A journal of sewing, knitting and fabric collection.
Monday, 16 June 2008
Bishop nightdress or Mediaeval chemise?
My elder daughter has been studying the Middle Ages in Europe for the past semester (she is in year 8). This study unit culminates in a Mediaeval Day at school (today). The children are preparing a Mediaeval Feast, and are asked to dress in character, DD the elder is the queen. One of her assignments was on clothing of the period, and she found it very interesting. She has made most of her costume herself with a bit of pattern drafting help from me. She has made a surcot with fake fur trim (5m of horrid tracksuit fleece gone from the stash yay!), a headpiece, shoes and a cotharidie? overdress with a square neckline. She does not have time this morning to allow me to take photos of the full costume, as she is required to travel to school dressed in her regular uniform, but I will put some up tomorrow. The photo here is of my contribution - a smocked chemise.
Apparently there is some controversy regarding the raglan sleeves I have used - possibly only square sleevelines were used in Mediaeval times, but as the Romans could set in sleeves, I don't see why the Middle Ages should completely regress to a T style. Smocking was widely used by English peasantry by the 1300's , so we decided that a noble's dress could use this useful technique for the gathering. Really, we do not have to be too authentic for this costume day, and decided that a bishop nightie would make a pretty chemise for her costume! To my astonishment, despite my large collection of Australian Smocking and Embroidery magazines, I did not have a pattern for a bishop neckline in my daughter's size. The closest were a girl's size 10 in "The flower seller" and a women's size 10 in issue 33. I have made the women's size 10 previously, in a nightie for my Mum, so I know that this pattern is very large, more like a women's size 14. What I ended up doing was scaling up the girls size 10 to a girl's size 16 from the "flower seller" pattern, which runs true to the measurements printed in the magazine, although these are larger than general RTW girls sizes in Australia IMO. This pattern calls for doubling over the top hem, and pleating through the 2 layers in order to later use this layer as a casing for a drawstring neck. This seemed like a terrific idea until I tried to pleat through 2 layers of this fine, but very tightly woven cotton fabric.

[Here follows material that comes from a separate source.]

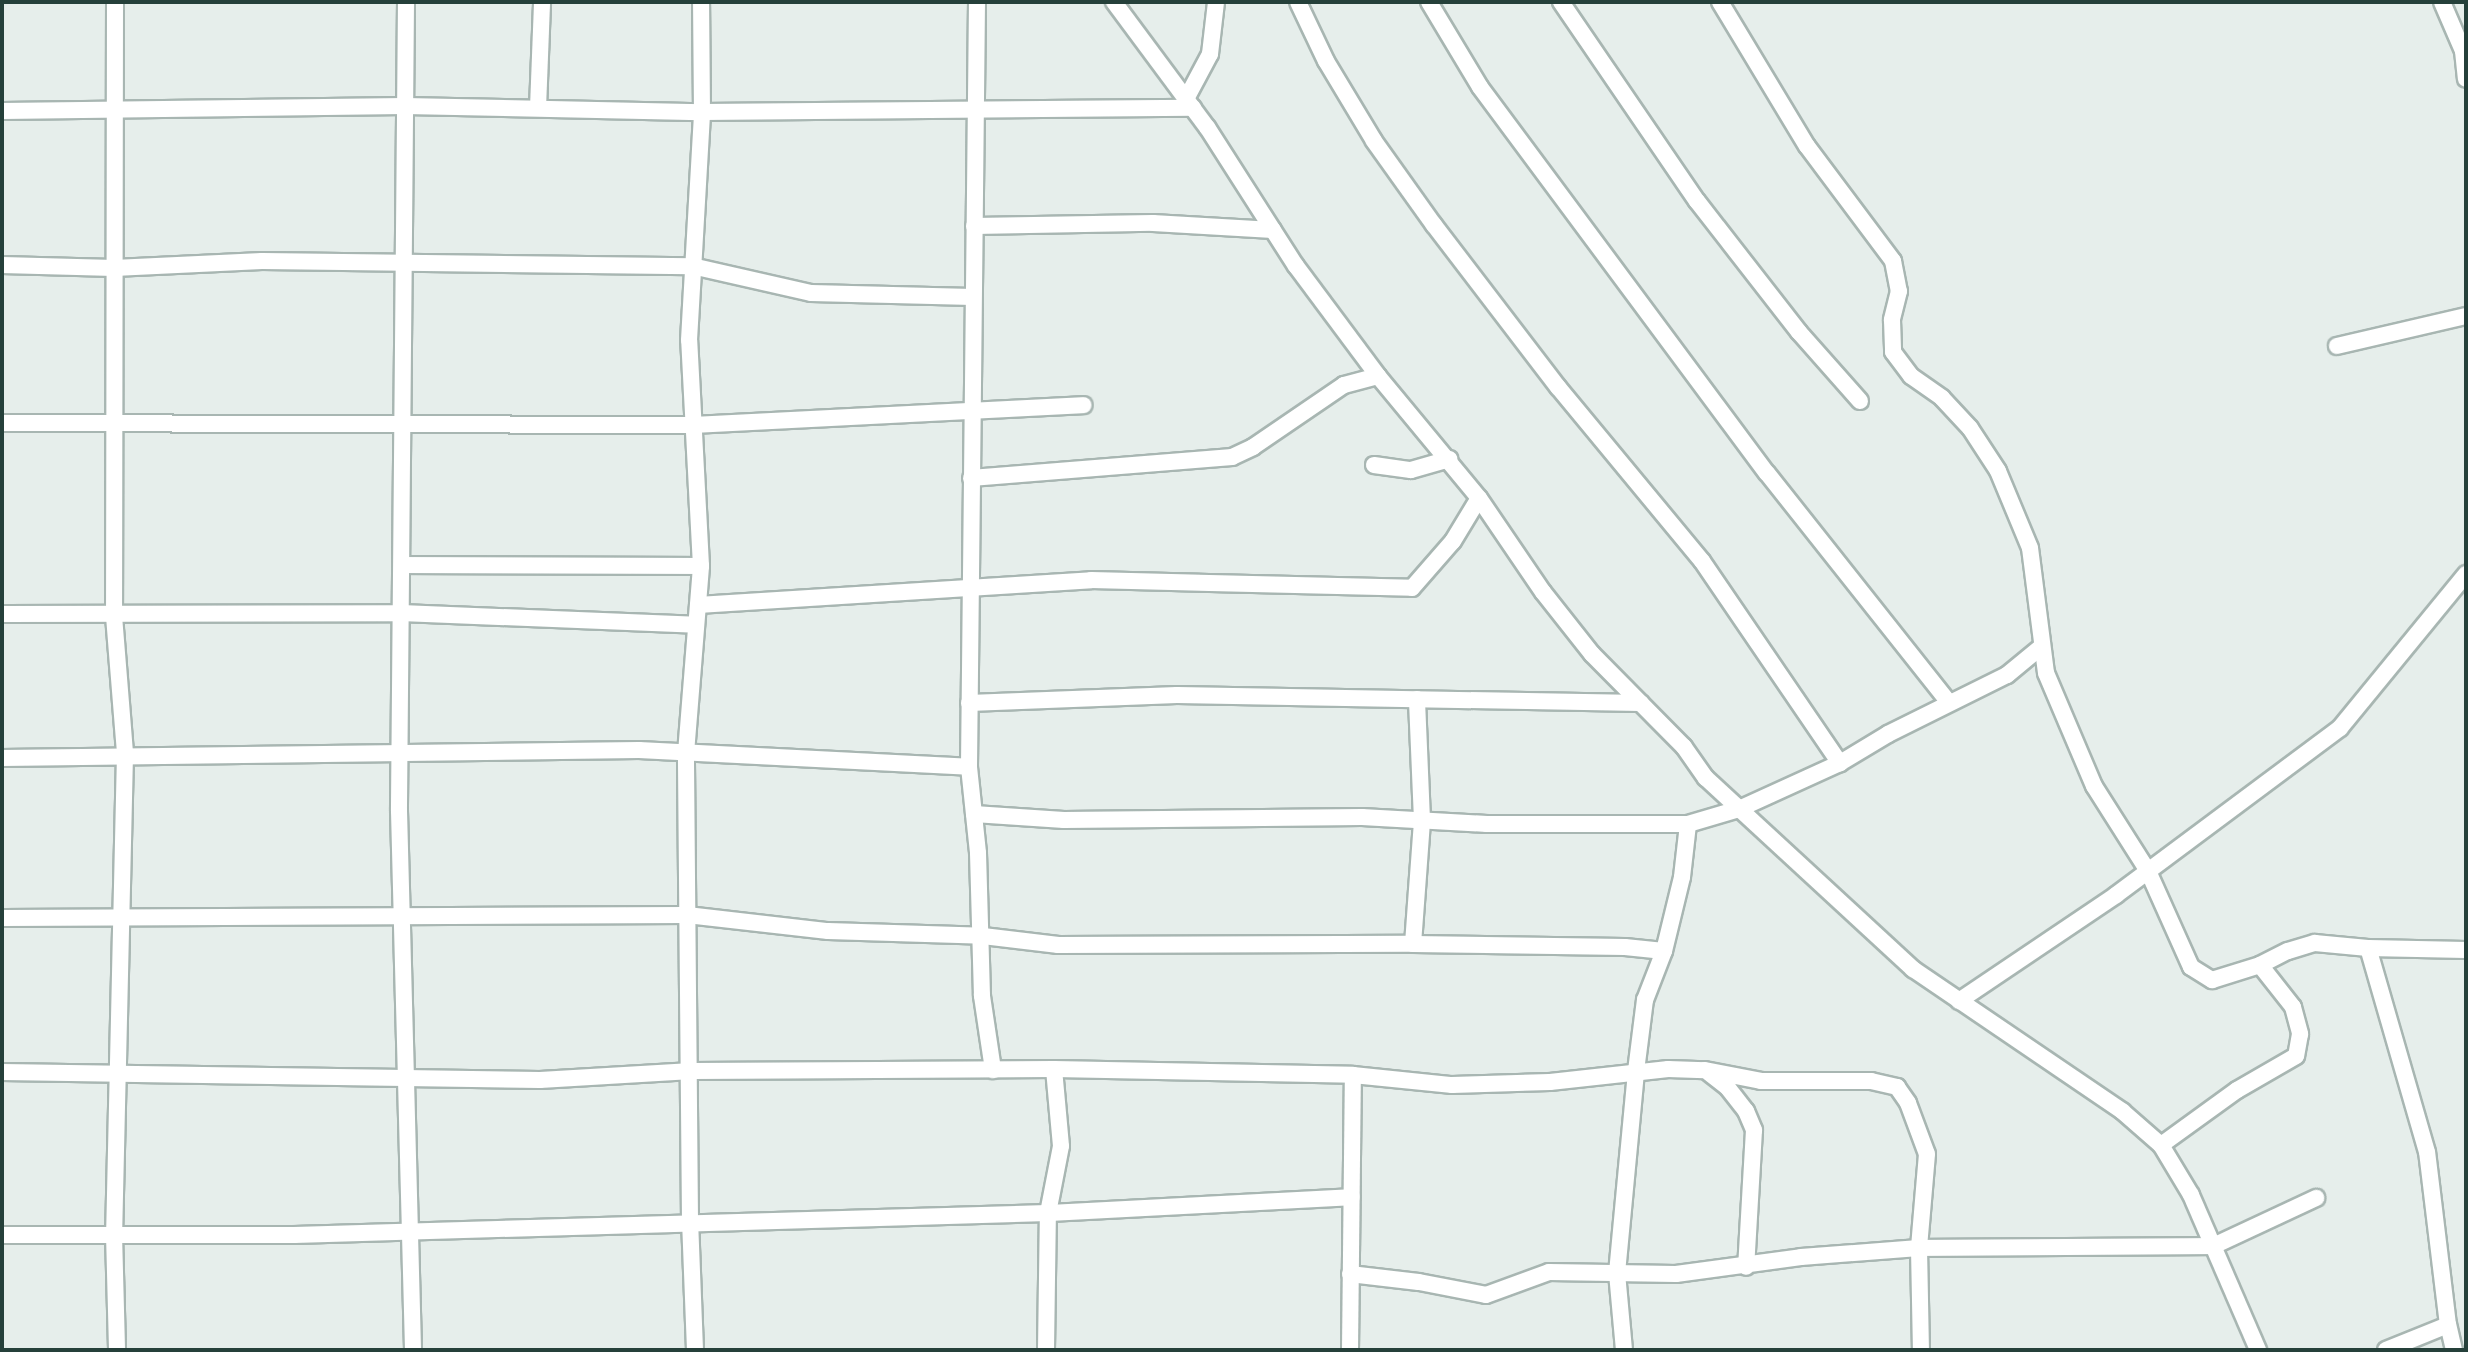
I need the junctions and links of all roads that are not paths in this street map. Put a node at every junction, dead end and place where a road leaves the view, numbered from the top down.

I broke 8 needles on 3 attempts, a new record I think, then decided to pleat in a single layer only and had no trouble at all. I have previously made "the flower seller" in batiste, girls size 7 and had no difficulty at all in pleating the two layers.
I made up the smocking and embroidery as I went along. I have smocked this with cable, then a cable wave combination followed by a 5 step trellis diamond pattern at the neck. I have graduated from deep pink, DMC 222, through DMC 223 to DMC 224, using 3 strands and substituting one strand of the lighter colour in each row. The increasing elasticity of these stitches allows the pleats to fan out at the neck and sit nicely. At the sleeves, I have repeated the cable wave combination over 2 rows, graduating through DMC 222 and DMC 223 in the same manner. The front placket is faced with another layer of the same fabric. I have fastened the neck with a pewter rose button and thread loop, and embroidered the placket with a fanciful climbing pattern of bullion rosebuds and roses, in the same 3 shades of pink DMC thread,(and dull green for the vine and leaves) , using 2 strands. The vine is in stem stitch, with calyx in flystitch, leaves in detatched chain. I tried to pick colours that would have been available in natural dyes, but have undoubtedly cheated!